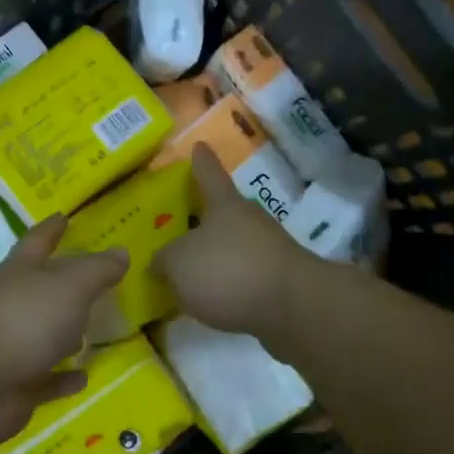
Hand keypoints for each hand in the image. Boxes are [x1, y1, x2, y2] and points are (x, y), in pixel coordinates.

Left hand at [0, 216, 127, 442]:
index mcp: (18, 273)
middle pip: (37, 289)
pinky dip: (62, 377)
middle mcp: (9, 305)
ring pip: (40, 334)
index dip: (51, 229)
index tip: (63, 216)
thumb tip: (121, 252)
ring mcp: (8, 347)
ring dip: (63, 333)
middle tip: (90, 280)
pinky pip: (44, 378)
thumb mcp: (71, 286)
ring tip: (92, 331)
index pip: (37, 242)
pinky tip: (83, 376)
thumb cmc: (24, 320)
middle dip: (59, 284)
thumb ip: (98, 270)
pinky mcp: (13, 386)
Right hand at [156, 145, 320, 338]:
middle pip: (223, 212)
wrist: (293, 308)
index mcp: (225, 205)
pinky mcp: (278, 281)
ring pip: (233, 246)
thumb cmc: (229, 271)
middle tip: (178, 224)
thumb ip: (163, 260)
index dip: (202, 161)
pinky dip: (227, 284)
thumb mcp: (179, 263)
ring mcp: (269, 250)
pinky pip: (243, 276)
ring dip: (214, 256)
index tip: (200, 145)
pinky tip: (209, 300)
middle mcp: (250, 220)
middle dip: (202, 218)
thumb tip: (161, 262)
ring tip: (188, 272)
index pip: (209, 174)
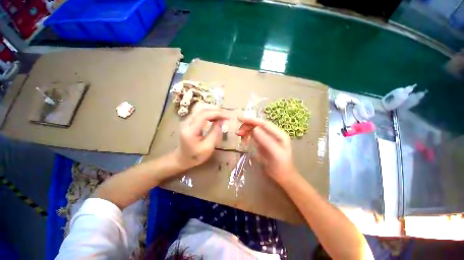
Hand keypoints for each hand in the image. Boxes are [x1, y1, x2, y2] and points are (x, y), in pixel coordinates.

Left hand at [174, 106, 230, 169]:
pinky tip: (216, 118)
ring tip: (223, 116)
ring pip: (201, 109)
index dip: (217, 114)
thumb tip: (222, 121)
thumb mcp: (208, 147)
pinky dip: (210, 113)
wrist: (182, 159)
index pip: (204, 115)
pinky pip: (200, 113)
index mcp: (191, 130)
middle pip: (202, 109)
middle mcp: (187, 122)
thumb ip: (215, 133)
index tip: (228, 117)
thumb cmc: (195, 156)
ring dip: (213, 110)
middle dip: (216, 110)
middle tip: (227, 115)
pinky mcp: (190, 122)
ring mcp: (187, 121)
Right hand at [236, 116, 298, 183]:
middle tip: (238, 132)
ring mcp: (267, 138)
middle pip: (258, 125)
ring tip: (239, 135)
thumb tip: (254, 129)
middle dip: (247, 126)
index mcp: (279, 134)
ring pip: (254, 130)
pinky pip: (253, 136)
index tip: (240, 118)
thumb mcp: (275, 153)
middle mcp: (273, 134)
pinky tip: (243, 140)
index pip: (264, 123)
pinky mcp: (262, 143)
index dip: (252, 120)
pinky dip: (247, 136)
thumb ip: (266, 141)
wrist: (282, 176)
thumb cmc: (281, 166)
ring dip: (246, 130)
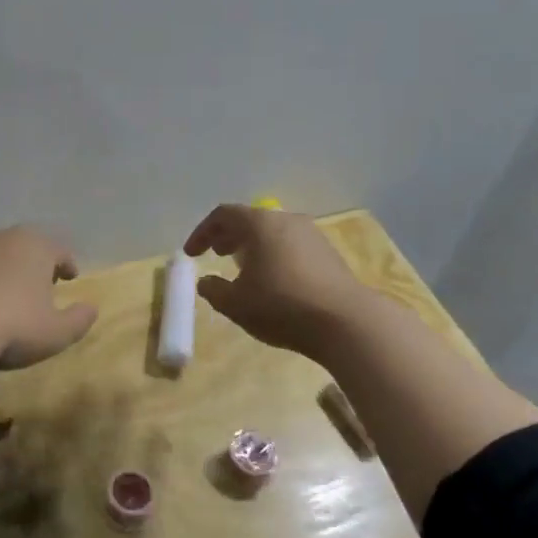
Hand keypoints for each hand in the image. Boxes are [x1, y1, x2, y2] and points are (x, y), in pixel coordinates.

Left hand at [0, 226, 98, 369]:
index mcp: (34, 247)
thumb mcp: (56, 332)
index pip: (58, 249)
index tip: (69, 277)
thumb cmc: (11, 326)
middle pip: (22, 246)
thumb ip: (78, 319)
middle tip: (36, 284)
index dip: (66, 263)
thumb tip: (91, 308)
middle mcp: (0, 239)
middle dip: (30, 262)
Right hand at [183, 204, 373, 360]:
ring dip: (253, 247)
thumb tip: (206, 282)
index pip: (223, 215)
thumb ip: (214, 290)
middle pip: (250, 220)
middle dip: (228, 236)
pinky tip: (273, 281)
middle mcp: (286, 220)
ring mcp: (312, 235)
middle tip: (216, 255)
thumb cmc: (281, 306)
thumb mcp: (235, 304)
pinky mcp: (329, 254)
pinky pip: (291, 246)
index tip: (191, 254)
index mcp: (259, 224)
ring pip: (273, 233)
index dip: (202, 233)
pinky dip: (274, 256)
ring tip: (244, 269)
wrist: (346, 322)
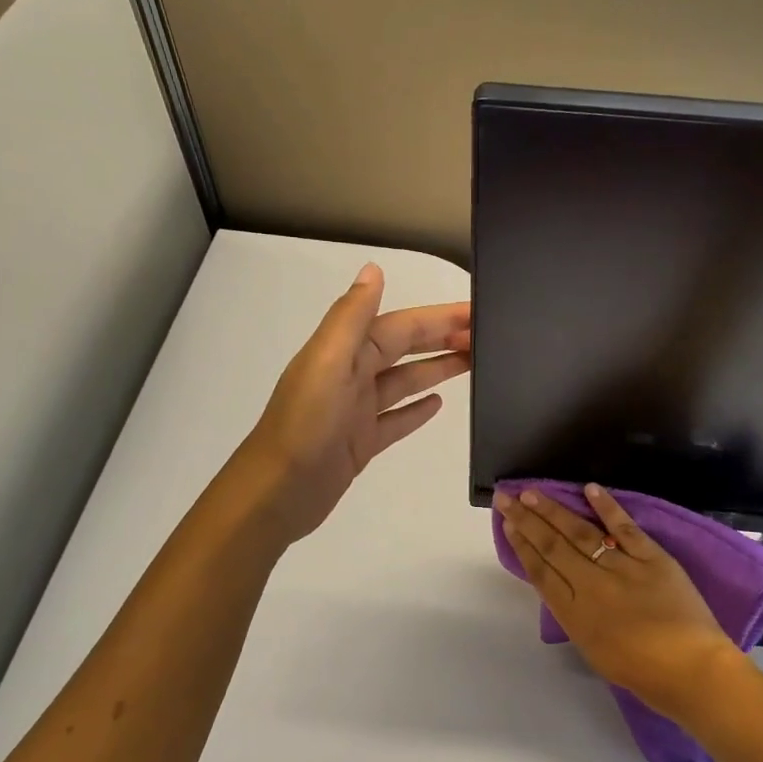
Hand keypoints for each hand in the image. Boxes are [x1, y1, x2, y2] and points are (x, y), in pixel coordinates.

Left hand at [240, 264, 469, 542]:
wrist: (277, 492)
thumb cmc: (305, 425)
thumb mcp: (327, 362)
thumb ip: (351, 317)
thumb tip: (374, 269)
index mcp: (345, 352)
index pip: (401, 325)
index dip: (438, 317)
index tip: (476, 312)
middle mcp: (351, 375)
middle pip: (405, 348)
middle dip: (442, 338)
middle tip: (484, 337)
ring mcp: (357, 410)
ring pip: (405, 381)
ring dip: (436, 369)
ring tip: (472, 362)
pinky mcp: (361, 442)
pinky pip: (396, 419)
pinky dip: (417, 409)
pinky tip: (439, 404)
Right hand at [496, 484, 744, 722]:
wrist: (693, 671)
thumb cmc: (643, 673)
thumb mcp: (594, 649)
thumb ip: (576, 615)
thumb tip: (565, 586)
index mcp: (575, 614)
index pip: (541, 572)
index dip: (521, 545)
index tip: (507, 524)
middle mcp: (592, 586)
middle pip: (552, 546)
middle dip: (527, 520)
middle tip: (507, 498)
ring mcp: (622, 568)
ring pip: (581, 533)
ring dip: (554, 510)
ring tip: (533, 492)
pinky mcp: (652, 557)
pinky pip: (625, 528)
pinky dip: (608, 507)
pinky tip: (589, 489)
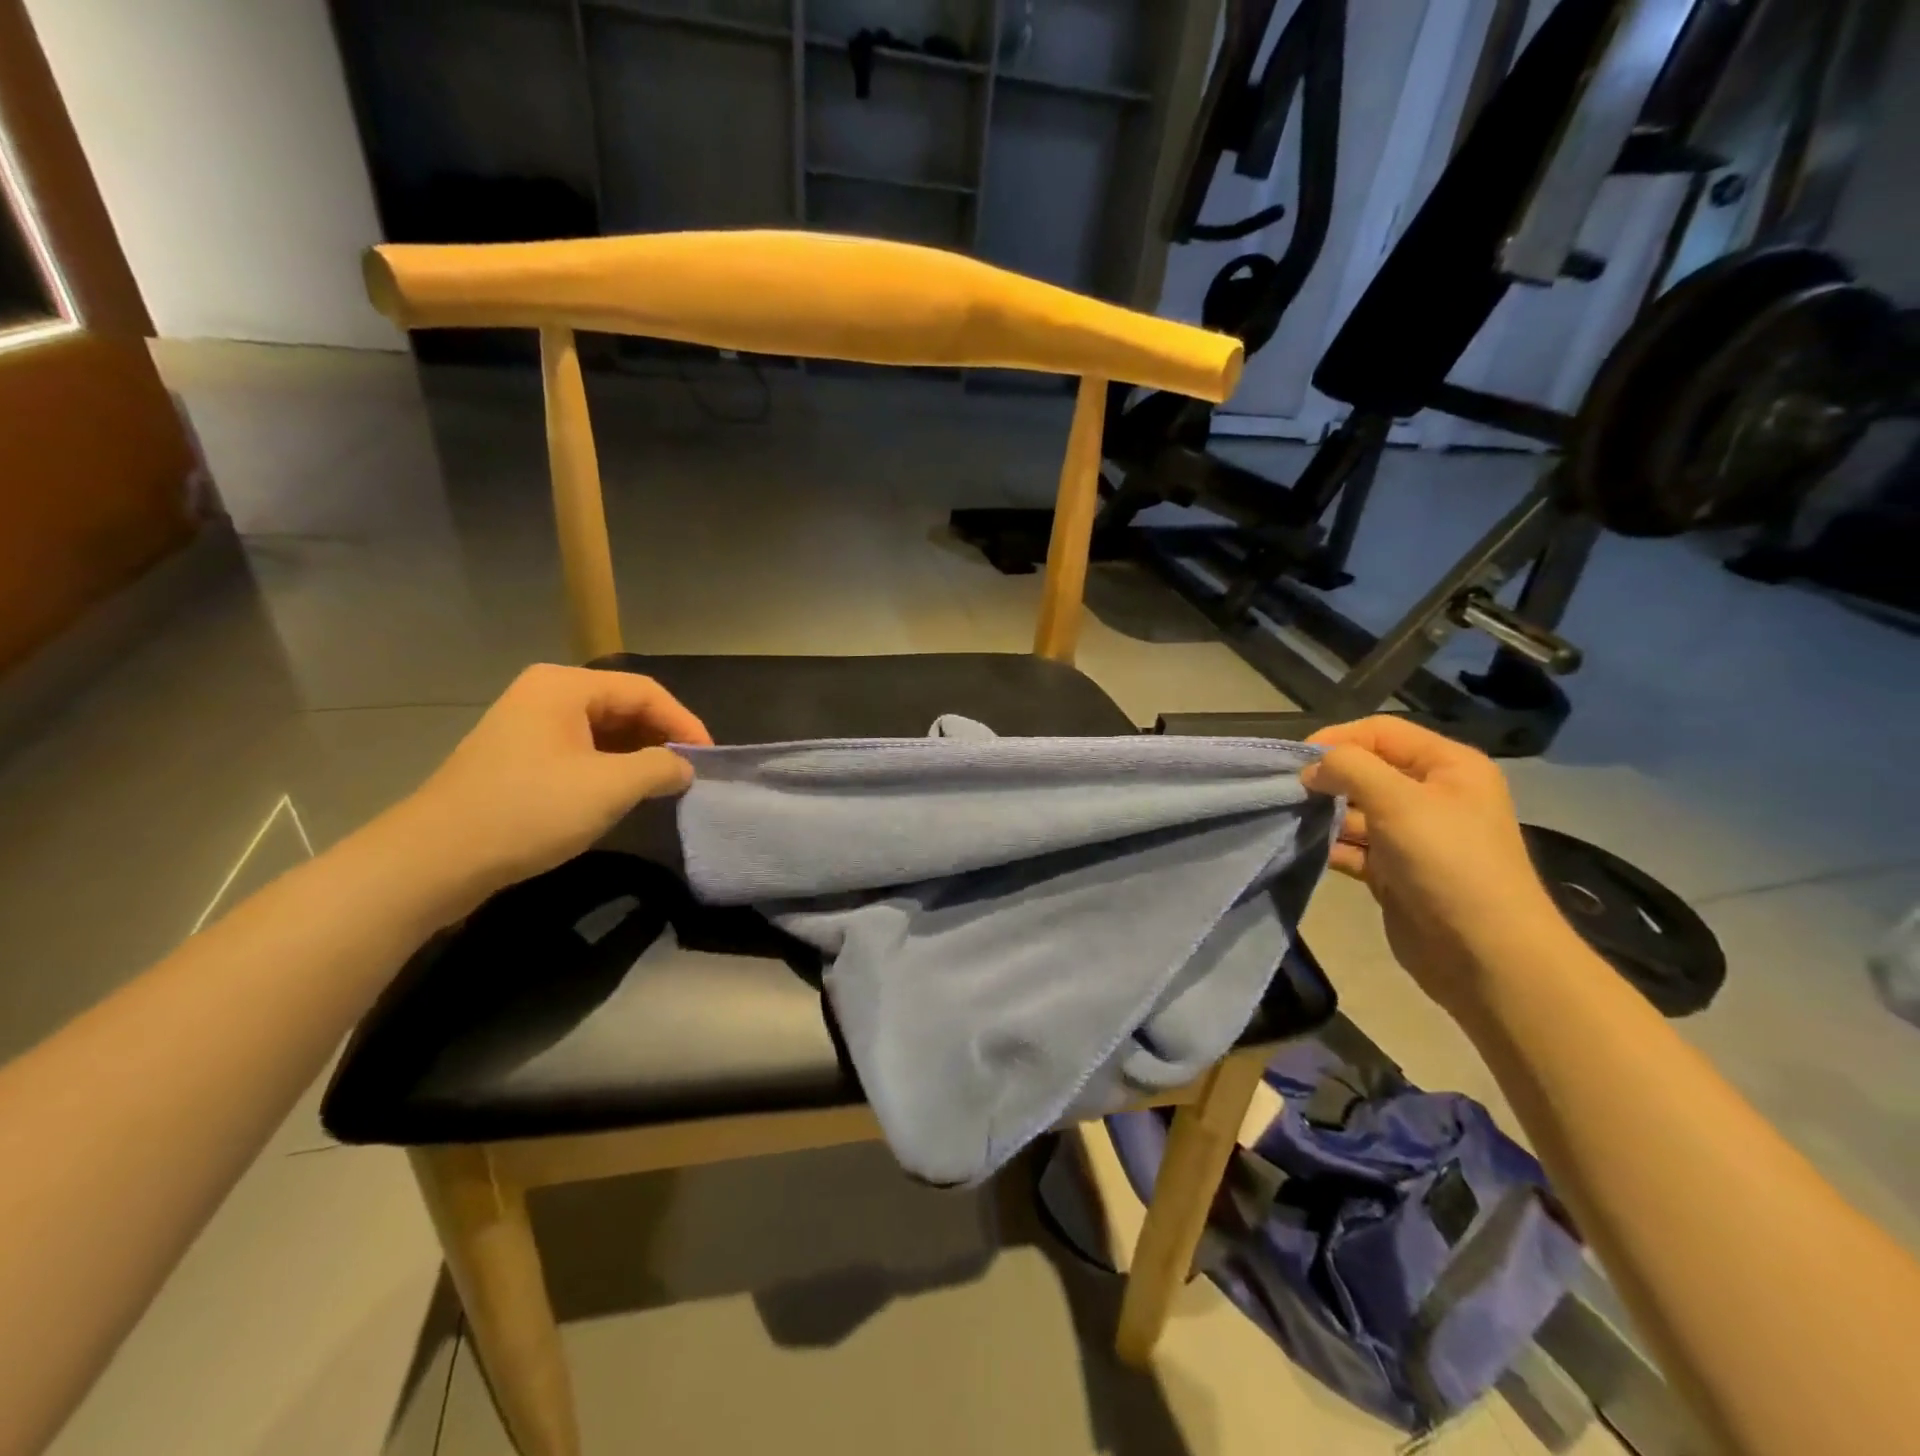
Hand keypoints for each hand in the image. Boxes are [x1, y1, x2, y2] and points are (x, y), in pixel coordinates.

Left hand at [399, 665, 710, 902]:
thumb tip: (685, 767)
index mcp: (565, 686)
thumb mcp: (609, 788)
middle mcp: (546, 694)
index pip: (645, 692)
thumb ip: (661, 768)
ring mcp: (528, 725)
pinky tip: (624, 793)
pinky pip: (581, 750)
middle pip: (623, 706)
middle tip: (690, 772)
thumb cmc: (529, 811)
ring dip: (638, 755)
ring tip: (664, 784)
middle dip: (661, 738)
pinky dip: (610, 767)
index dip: (684, 723)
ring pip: (603, 731)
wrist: (435, 859)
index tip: (709, 759)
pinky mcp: (519, 757)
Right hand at [1304, 716, 1567, 1018]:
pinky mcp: (1395, 871)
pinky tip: (1305, 848)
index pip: (1381, 732)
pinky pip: (1354, 847)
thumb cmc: (1449, 863)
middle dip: (1327, 777)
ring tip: (1290, 819)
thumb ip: (1350, 768)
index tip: (1297, 761)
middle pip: (1366, 770)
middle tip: (1288, 791)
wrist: (1485, 955)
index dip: (1338, 739)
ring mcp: (1413, 836)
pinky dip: (1330, 845)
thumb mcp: (1399, 801)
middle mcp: (1432, 795)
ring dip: (1324, 813)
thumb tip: (1312, 768)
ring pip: (1356, 810)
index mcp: (1448, 766)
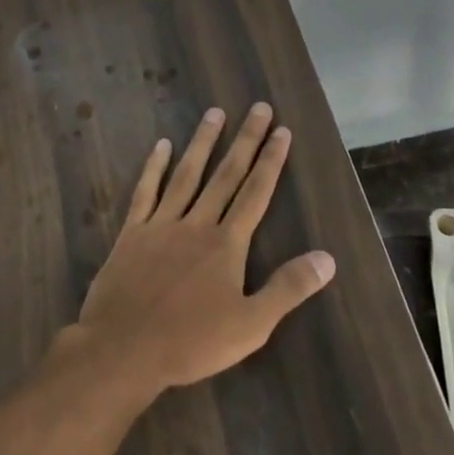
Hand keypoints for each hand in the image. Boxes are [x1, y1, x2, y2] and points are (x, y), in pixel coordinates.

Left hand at [70, 104, 335, 397]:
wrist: (126, 346)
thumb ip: (288, 288)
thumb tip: (328, 258)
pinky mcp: (133, 230)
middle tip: (258, 108)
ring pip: (187, 173)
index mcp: (227, 244)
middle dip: (245, 140)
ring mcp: (162, 223)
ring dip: (203, 142)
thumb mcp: (251, 325)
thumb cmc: (192, 342)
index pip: (255, 193)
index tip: (281, 131)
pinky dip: (154, 166)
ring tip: (215, 112)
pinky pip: (146, 190)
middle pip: (225, 174)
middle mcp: (197, 222)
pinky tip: (161, 144)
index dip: (270, 161)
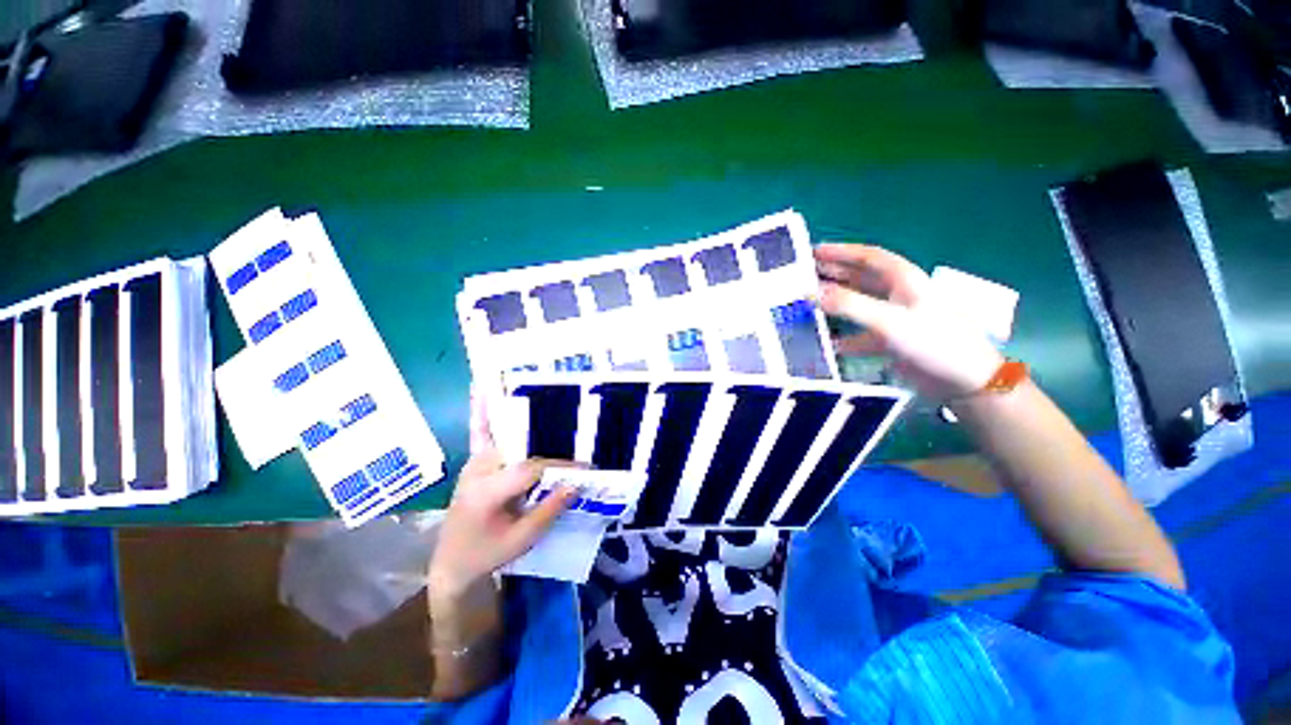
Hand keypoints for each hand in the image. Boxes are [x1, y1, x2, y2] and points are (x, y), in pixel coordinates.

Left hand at [428, 391, 576, 597]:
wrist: (451, 563)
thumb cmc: (486, 554)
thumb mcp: (522, 540)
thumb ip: (548, 510)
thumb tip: (576, 483)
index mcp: (486, 491)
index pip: (531, 468)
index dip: (560, 466)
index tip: (586, 467)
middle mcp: (478, 469)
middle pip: (523, 450)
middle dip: (552, 446)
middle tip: (578, 441)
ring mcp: (474, 463)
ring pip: (507, 436)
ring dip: (528, 421)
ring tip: (548, 399)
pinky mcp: (474, 463)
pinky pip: (481, 433)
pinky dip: (482, 411)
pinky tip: (480, 387)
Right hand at [815, 243, 1003, 400]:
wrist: (964, 381)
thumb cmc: (932, 341)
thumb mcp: (888, 320)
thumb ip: (849, 305)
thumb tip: (812, 293)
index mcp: (903, 280)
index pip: (868, 257)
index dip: (841, 252)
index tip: (814, 252)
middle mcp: (898, 295)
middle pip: (860, 279)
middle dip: (833, 275)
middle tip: (804, 276)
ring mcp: (894, 319)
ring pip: (858, 306)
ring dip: (835, 304)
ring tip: (808, 305)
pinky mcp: (891, 341)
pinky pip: (859, 334)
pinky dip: (843, 337)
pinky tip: (826, 343)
━━━━━━
**Directions**:
From the records above, return exactly the lines running from the one that contains "pinky tip: (209, 300)" down to the one that contains "middle dip: (216, 110)", both included, without any pictures.

**Result of this exercise**:
pinky tip: (209, 300)
middle mcp: (250, 220)
middle dip: (202, 218)
thumb tip: (161, 262)
ring tip: (188, 272)
index pip: (209, 174)
Hand keypoints for each hand in the image. Boxes are [x1, y1, x2, y2] and points are (x, y), in pixel coordinates.

Left hand at [174, 106, 230, 169]:
pinky tip: (216, 118)
ring tip: (223, 116)
ring pip: (201, 109)
index dip: (217, 114)
thumb tip: (222, 121)
thumb mcp: (208, 147)
pinky dip: (210, 113)
wrist: (182, 159)
index pip: (204, 115)
pinky pip: (200, 113)
index mcp: (191, 130)
middle pip: (202, 109)
middle mcp: (187, 122)
thumb ip: (215, 133)
index tip: (228, 117)
thumb cmc: (195, 156)
ring dip: (213, 110)
middle dip: (216, 110)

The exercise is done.